CP System III
- Manufacturer: Capcom
- Type: Arcade system board
- Released: November 21, 1996
- Discontinued: September 13, 1999
- Media: ROM cartridge; CD-ROM;
- CPU: Hitachi SH-2 @ 25 MHz
- Display: Raster (horizontal), 384×224/496×224 resolution, 32768 colors on screen, 16,777,216-color palette
- Input: 8-way joystick, from 3 to 6 buttons
- Predecessor: CP System II

= CP System III =

Arcade system board developed by Capcom

The CP System III (CPシステムIII, CP shisutemu 3), also known as Capcom Play System 3 or CPS-3 for short, is an arcade system board that was the successor to Capcom's CP System and CP System II arcade hardware. It was first used in 1996 with the arcade game Red Earth. It would be the last proprietary system board Capcom would produce before moving on to the Dreamcast-based Naomi platform. The arcade system saw new releases up until mid 1999. Technical support for the CPS-3 ended on February 28, 2019.
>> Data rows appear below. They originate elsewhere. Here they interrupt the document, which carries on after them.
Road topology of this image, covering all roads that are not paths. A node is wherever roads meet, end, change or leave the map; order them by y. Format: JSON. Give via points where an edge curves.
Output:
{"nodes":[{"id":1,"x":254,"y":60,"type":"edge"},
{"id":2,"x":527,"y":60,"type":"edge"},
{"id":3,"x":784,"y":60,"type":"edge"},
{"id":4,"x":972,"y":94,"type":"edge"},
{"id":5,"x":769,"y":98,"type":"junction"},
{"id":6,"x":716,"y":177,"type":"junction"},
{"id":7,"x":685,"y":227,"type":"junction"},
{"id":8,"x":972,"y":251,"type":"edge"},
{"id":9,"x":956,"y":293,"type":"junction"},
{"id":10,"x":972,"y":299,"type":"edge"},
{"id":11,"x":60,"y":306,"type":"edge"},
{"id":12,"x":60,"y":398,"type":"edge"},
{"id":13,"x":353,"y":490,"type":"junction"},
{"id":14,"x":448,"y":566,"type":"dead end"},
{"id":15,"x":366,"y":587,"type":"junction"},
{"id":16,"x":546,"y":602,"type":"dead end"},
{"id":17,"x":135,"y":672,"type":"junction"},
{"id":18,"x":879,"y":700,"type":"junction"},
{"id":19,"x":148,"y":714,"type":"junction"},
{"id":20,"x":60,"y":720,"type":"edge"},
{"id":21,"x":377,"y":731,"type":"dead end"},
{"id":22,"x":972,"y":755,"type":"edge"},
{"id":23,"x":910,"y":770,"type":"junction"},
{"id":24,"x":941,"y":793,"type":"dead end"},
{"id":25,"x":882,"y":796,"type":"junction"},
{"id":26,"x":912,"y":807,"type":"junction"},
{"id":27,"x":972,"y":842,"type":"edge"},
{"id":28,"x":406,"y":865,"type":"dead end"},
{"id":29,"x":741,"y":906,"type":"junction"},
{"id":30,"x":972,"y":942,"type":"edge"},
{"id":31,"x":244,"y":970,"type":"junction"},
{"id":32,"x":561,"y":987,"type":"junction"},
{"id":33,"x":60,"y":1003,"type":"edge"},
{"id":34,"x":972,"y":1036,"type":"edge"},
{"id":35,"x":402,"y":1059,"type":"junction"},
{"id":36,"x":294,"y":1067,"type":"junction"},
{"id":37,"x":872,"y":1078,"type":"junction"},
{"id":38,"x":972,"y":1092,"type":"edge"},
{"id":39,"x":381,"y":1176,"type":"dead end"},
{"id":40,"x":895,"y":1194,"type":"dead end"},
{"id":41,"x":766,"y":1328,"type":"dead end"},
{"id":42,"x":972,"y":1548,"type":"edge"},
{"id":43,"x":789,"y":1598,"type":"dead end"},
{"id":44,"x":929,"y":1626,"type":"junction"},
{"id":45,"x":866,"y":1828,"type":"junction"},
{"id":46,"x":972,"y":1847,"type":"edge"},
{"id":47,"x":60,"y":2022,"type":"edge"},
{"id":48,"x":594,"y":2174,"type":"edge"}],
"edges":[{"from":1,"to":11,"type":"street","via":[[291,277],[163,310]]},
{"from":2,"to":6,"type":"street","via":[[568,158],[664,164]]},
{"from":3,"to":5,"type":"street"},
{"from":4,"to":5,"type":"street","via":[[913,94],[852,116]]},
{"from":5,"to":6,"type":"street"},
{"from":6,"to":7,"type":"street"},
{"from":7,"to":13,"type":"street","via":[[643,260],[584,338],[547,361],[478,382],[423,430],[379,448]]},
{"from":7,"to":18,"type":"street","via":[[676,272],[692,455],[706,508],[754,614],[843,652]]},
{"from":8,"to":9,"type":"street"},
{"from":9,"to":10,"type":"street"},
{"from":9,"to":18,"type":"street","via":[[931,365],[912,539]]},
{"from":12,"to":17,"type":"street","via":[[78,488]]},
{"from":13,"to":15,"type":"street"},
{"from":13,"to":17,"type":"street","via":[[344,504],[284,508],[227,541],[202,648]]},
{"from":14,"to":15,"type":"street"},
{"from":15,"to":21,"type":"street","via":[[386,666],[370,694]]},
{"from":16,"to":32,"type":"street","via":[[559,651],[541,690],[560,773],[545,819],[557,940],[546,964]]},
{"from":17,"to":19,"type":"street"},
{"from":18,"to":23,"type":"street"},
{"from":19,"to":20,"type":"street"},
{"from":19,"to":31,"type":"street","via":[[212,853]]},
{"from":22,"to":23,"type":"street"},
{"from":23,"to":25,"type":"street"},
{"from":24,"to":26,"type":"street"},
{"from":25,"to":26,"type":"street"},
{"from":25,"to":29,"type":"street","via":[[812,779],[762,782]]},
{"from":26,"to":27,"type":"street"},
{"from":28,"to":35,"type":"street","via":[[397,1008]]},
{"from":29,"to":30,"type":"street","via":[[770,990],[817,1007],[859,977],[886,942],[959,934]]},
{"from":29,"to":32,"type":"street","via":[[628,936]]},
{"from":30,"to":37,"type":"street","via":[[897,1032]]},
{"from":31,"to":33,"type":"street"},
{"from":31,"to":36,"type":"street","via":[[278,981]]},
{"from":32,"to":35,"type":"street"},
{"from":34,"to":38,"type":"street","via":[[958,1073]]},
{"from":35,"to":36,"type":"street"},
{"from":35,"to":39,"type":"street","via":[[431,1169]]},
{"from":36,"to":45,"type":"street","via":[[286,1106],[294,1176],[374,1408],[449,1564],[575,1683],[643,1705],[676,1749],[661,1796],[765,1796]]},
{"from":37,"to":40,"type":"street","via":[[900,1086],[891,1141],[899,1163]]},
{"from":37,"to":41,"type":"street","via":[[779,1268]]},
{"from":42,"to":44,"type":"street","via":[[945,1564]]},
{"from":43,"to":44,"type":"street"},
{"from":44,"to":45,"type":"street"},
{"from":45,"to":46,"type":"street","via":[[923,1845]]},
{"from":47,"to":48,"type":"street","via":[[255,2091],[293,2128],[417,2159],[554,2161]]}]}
Like its forerunners, games can be exchanged without altering the core hardware. The CP System III uses CDs instead of separate daughterboards to store the games on, which are then loaded onto the system's CD drive to be stored into memory to allow for it to be played. Like its predecessor, games are encrypted, and must be decrypted via game-specific security cartridges, which will decrypt the contents stored within the system memory in run time.

==History==
The CP System III became the final arcade system board to be designed by Capcom. In a change from its predecessors, the CP System III consists of a single board instead of two separate boards; the board itself contains components common to all CP System III games. The games themselves are supplied on a CD instead of a separate daughterboard, which is readable by the provided SCSI CD-ROM drive that connects to the main board. They also came with their own game-specific cartridges that are used in conjunction with the CD. Capcom chose the CD medium in order to keep down the price of the system. The CP System III also improved the number of colors and sprites on screen over its predecessor, the CP System II, and features native sprite scaling capabilities that all games on the system used. In place of the QSound sound chip found in its predecessor, the CP System III has a custom 16-channel stereo sound chip. The system also allowed for supported games to be displayed in widescreen, with Street Fighter III: 2nd Impact being the first and only game to officially support it.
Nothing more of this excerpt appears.